## What to work on
Please return every entry below exactly as written, without any of its pictures.

• • • •

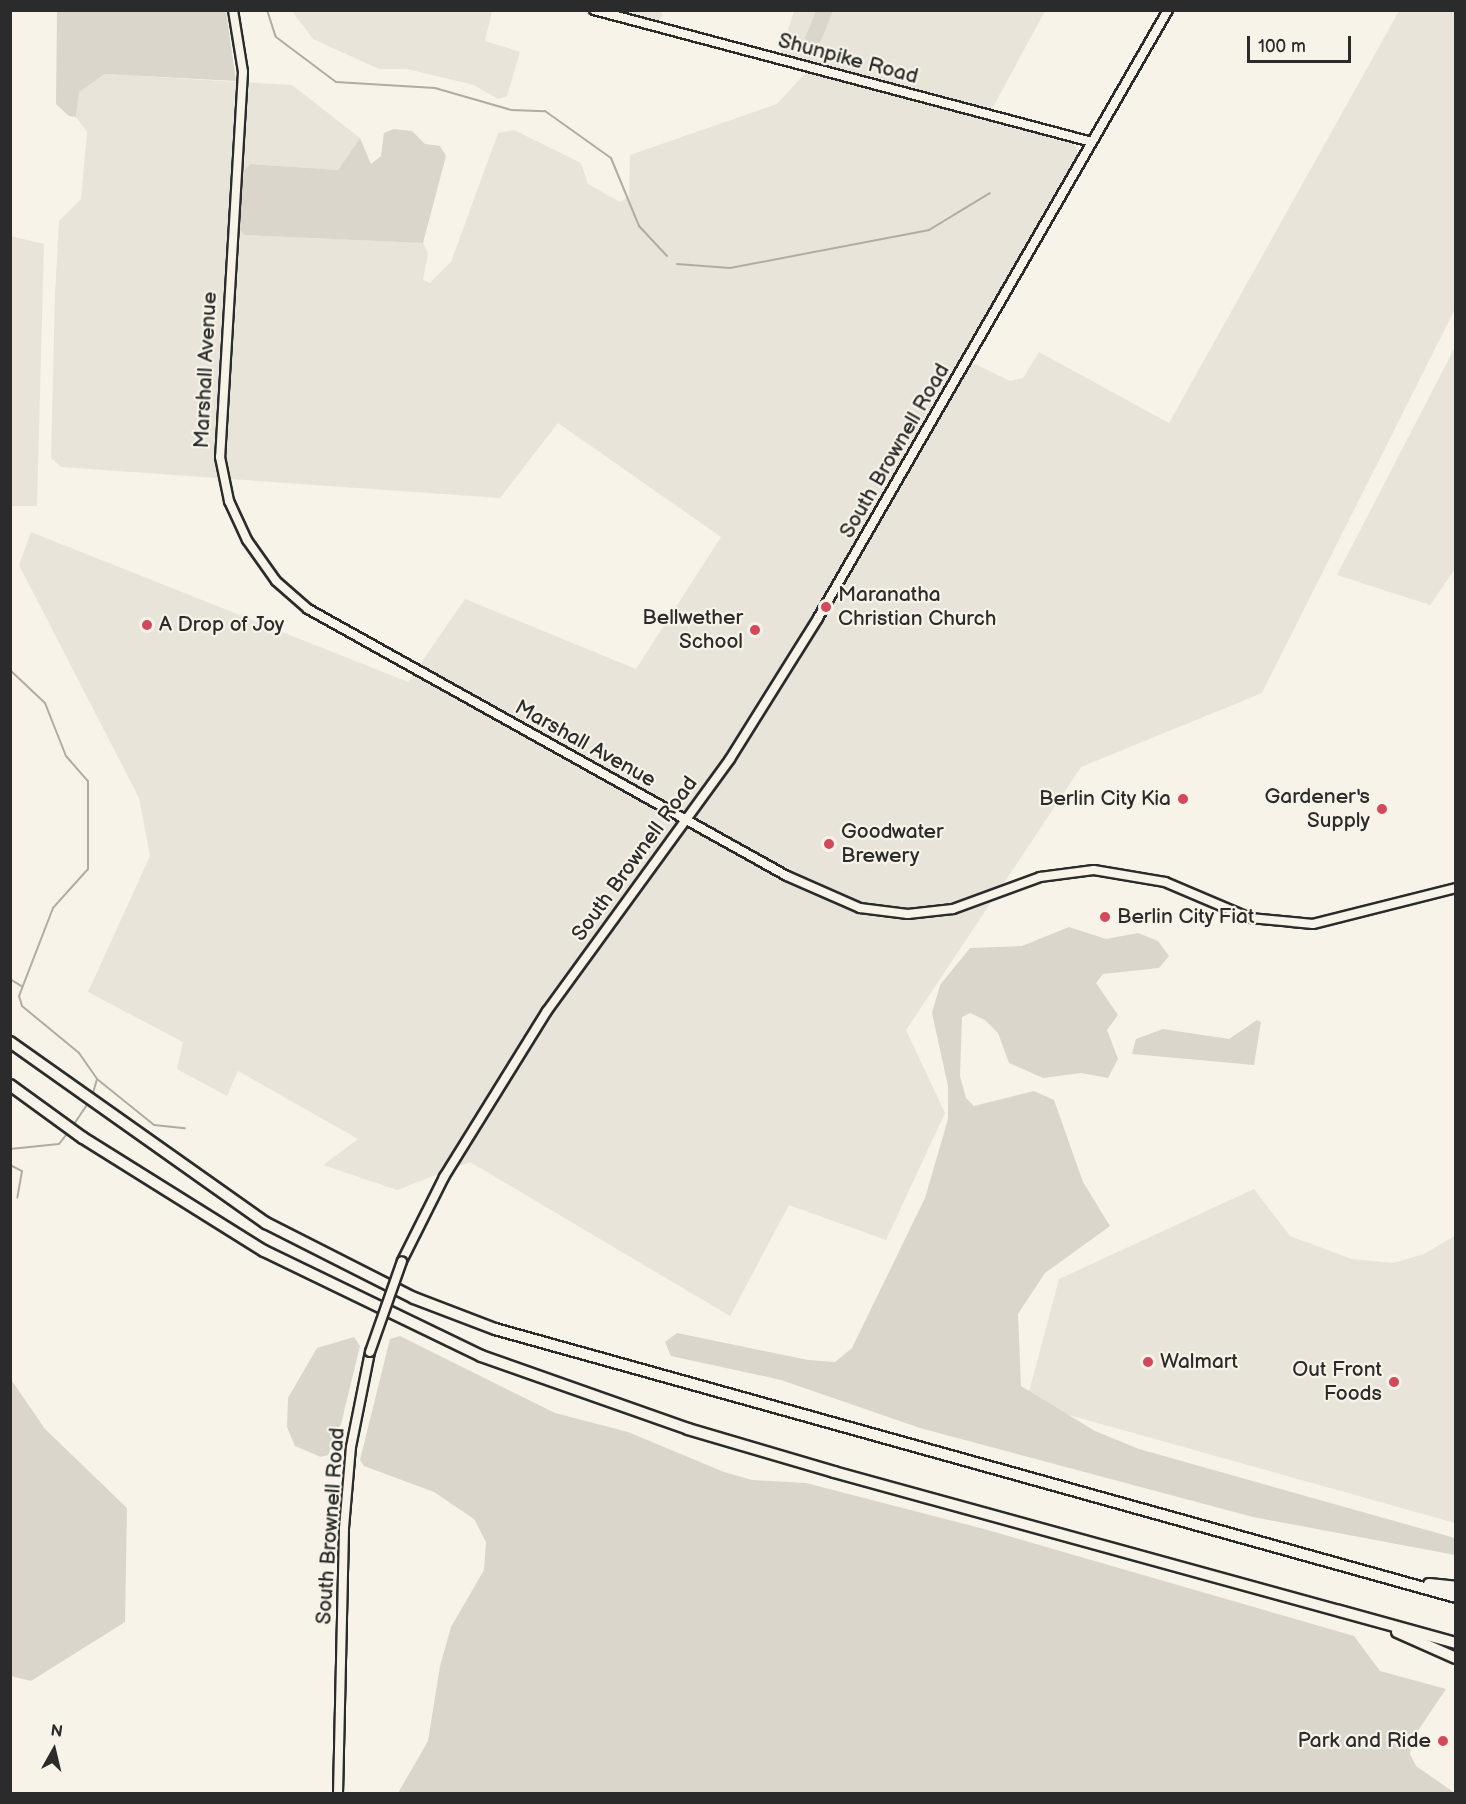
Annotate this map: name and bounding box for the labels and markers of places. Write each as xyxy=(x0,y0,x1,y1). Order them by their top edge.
place label: Maranatha Christian Church xyxy=(838,582,996,632)
marker: Maranatha Christian Church xyxy=(819,600,833,614)
place label: Bellwether School xyxy=(642,605,743,655)
place label: A Drop of Joy xyxy=(159,612,285,638)
marker: A Drop of Joy xyxy=(140,618,154,632)
marker: Bellwether School xyxy=(748,623,762,637)
place label: Gardener's Supply xyxy=(1265,784,1370,834)
place label: Berlin City Kia xyxy=(1038,786,1171,812)
marker: Berlin City Kia xyxy=(1176,792,1190,806)
marker: Gardener's Supply xyxy=(1375,802,1389,816)
place label: Goodwater Brewery xyxy=(841,819,944,869)
marker: Goodwater Brewery xyxy=(822,837,836,851)
place label: Berlin City Fiat xyxy=(1117,904,1256,930)
marker: Berlin City Fiat xyxy=(1098,910,1112,924)
place label: Walmart xyxy=(1160,1349,1238,1375)
marker: Walmart xyxy=(1141,1355,1155,1369)
place label: Out Front Foods xyxy=(1292,1357,1382,1407)
marker: Out Front Foods xyxy=(1387,1375,1401,1389)
place label: Park and Ride xyxy=(1297,1728,1431,1754)
marker: Park and Ride xyxy=(1436,1734,1450,1748)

• • • •

## Exercise response
Annotate this map: name and bounding box for the labels and markers of places. Write each as xyxy=(x0,y0,x1,y1). Order them by their top edge.
place label: Maranatha Christian Church xyxy=(838,582,996,632)
marker: Maranatha Christian Church xyxy=(819,600,833,614)
place label: Bellwether School xyxy=(642,605,743,655)
place label: A Drop of Joy xyxy=(159,612,285,638)
marker: A Drop of Joy xyxy=(140,618,154,632)
marker: Bellwether School xyxy=(748,623,762,637)
place label: Gardener's Supply xyxy=(1265,784,1370,834)
place label: Berlin City Kia xyxy=(1038,786,1171,812)
marker: Berlin City Kia xyxy=(1176,792,1190,806)
marker: Gardener's Supply xyxy=(1375,802,1389,816)
place label: Goodwater Brewery xyxy=(841,819,944,869)
marker: Goodwater Brewery xyxy=(822,837,836,851)
place label: Berlin City Fiat xyxy=(1117,904,1256,930)
marker: Berlin City Fiat xyxy=(1098,910,1112,924)
place label: Walmart xyxy=(1160,1349,1238,1375)
marker: Walmart xyxy=(1141,1355,1155,1369)
place label: Out Front Foods xyxy=(1292,1357,1382,1407)
marker: Out Front Foods xyxy=(1387,1375,1401,1389)
place label: Park and Ride xyxy=(1297,1728,1431,1754)
marker: Park and Ride xyxy=(1436,1734,1450,1748)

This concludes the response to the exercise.